§ Required work: In the data below, which lines contain "nodes"? List them by copying each one.

§ Working data:
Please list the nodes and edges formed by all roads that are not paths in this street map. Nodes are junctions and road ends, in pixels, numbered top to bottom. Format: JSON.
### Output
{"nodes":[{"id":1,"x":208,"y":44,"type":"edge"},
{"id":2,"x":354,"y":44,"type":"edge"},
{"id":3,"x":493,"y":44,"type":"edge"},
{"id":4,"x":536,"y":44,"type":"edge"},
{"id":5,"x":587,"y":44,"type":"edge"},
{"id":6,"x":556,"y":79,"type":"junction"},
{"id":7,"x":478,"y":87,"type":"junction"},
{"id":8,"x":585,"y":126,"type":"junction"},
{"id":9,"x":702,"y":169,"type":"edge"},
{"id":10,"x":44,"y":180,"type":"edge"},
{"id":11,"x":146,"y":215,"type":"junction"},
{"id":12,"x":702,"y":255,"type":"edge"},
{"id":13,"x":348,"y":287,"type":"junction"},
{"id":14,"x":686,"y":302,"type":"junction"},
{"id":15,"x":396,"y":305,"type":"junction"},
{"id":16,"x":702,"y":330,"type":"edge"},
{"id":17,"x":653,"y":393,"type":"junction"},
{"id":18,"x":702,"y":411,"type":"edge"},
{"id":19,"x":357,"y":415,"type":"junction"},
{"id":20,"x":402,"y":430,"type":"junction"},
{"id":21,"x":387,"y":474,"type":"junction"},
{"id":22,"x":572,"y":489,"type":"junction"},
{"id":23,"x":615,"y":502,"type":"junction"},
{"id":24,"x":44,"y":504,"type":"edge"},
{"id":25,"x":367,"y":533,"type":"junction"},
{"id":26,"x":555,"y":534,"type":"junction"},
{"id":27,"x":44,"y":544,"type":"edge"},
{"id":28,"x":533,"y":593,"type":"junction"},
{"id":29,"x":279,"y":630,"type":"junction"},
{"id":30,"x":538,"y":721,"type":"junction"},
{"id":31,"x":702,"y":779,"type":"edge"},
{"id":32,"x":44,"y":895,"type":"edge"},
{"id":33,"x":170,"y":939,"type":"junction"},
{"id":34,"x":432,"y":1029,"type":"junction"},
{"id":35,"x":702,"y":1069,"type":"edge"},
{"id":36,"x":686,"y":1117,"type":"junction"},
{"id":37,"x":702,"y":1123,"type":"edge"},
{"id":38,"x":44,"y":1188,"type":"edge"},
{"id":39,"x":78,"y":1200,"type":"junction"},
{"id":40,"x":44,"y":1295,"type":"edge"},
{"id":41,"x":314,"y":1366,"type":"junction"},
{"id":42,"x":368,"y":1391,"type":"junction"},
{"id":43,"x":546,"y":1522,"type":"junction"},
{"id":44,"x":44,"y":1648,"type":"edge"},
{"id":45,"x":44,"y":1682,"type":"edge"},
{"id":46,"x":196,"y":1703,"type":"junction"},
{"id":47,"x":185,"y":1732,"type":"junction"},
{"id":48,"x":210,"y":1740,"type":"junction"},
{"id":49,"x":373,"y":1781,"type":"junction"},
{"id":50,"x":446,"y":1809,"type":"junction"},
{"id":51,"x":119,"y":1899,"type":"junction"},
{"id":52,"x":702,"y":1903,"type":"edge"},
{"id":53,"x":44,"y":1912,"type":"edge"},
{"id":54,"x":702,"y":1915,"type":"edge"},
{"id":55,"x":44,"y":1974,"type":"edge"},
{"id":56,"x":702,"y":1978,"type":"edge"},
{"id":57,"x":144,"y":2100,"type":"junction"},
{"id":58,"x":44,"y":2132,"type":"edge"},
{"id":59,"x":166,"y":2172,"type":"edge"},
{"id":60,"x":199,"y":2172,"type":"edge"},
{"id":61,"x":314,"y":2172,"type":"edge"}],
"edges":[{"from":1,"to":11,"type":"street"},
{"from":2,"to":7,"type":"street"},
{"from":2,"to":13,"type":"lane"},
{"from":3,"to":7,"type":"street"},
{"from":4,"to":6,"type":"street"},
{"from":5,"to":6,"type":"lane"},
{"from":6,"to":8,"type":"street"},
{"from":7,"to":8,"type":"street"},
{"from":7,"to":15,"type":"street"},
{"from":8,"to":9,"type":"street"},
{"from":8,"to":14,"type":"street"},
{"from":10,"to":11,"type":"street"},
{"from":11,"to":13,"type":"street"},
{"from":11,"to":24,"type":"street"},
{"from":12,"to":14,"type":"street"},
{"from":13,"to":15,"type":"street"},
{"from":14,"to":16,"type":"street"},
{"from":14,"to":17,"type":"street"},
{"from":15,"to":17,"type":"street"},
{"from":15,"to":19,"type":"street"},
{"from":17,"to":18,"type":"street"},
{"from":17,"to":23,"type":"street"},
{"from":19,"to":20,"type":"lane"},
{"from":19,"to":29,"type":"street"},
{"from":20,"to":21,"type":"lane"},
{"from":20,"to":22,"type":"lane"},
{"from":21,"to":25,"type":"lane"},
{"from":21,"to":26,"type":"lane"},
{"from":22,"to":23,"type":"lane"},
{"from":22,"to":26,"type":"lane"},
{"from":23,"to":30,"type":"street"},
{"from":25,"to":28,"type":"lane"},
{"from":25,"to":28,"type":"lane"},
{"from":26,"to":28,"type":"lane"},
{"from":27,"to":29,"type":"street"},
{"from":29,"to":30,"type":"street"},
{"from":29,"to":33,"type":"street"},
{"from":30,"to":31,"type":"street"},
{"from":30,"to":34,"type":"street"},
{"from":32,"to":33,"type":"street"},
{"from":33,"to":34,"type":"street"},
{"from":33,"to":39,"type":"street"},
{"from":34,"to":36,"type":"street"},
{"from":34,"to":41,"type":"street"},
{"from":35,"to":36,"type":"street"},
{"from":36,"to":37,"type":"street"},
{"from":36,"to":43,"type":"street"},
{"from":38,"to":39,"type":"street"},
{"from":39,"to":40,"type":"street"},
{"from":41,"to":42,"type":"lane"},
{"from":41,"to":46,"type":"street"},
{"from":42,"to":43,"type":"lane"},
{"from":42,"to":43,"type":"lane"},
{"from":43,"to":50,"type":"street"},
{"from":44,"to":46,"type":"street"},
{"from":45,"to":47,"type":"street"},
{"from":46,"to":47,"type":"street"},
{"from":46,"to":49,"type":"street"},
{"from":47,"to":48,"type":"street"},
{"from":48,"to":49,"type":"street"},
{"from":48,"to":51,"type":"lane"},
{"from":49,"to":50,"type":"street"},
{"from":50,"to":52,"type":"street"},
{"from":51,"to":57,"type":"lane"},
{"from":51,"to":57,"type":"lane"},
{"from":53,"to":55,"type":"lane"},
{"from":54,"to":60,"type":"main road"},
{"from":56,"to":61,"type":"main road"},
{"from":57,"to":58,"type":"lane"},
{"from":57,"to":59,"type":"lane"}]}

§ Response to the exercise:
Please list the nodes and edges formed by all roads that are not paths in this street map. Nodes are junctions and road ends, in pixels, numbered top to bottom. Format: JSON.
{"nodes":[{"id":1,"x":208,"y":44,"type":"edge"},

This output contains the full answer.